Segment Open

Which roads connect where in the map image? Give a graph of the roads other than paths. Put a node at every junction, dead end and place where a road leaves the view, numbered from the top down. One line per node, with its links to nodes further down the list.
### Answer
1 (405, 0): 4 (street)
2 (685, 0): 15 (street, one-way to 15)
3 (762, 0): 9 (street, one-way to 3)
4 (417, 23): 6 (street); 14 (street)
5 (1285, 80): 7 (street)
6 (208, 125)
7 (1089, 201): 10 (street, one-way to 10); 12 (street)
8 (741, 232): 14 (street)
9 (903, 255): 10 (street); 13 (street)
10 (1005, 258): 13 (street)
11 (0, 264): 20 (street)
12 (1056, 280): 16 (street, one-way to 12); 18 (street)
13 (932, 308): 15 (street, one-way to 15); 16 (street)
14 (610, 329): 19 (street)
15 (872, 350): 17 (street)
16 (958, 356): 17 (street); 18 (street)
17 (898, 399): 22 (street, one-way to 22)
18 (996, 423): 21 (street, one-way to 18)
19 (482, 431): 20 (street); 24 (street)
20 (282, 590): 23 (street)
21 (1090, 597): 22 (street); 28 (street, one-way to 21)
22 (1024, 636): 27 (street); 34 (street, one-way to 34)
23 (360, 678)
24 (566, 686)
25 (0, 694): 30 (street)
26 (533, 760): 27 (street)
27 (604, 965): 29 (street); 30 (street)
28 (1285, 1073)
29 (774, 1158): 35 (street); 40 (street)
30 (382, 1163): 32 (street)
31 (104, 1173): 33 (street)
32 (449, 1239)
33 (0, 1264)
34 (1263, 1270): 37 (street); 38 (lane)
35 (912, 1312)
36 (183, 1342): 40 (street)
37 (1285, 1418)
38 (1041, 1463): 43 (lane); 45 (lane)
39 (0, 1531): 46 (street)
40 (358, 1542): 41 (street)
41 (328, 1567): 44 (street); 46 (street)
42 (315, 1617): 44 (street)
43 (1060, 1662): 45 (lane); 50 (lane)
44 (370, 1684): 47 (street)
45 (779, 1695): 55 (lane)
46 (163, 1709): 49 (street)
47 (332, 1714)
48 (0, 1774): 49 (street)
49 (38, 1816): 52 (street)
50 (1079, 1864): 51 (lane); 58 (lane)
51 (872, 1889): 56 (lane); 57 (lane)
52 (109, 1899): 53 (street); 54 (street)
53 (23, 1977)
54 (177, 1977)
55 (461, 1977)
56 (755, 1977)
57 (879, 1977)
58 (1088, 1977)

Segment Closed

— PROMPT —
Go through the material above, and wherever a line contains the string "lane", return it.

— EXPECTED ANSWER —
34 (1263, 1270): 37 (street); 38 (lane)
38 (1041, 1463): 43 (lane); 45 (lane)
43 (1060, 1662): 45 (lane); 50 (lane)
45 (779, 1695): 55 (lane)
50 (1079, 1864): 51 (lane); 58 (lane)
51 (872, 1889): 56 (lane); 57 (lane)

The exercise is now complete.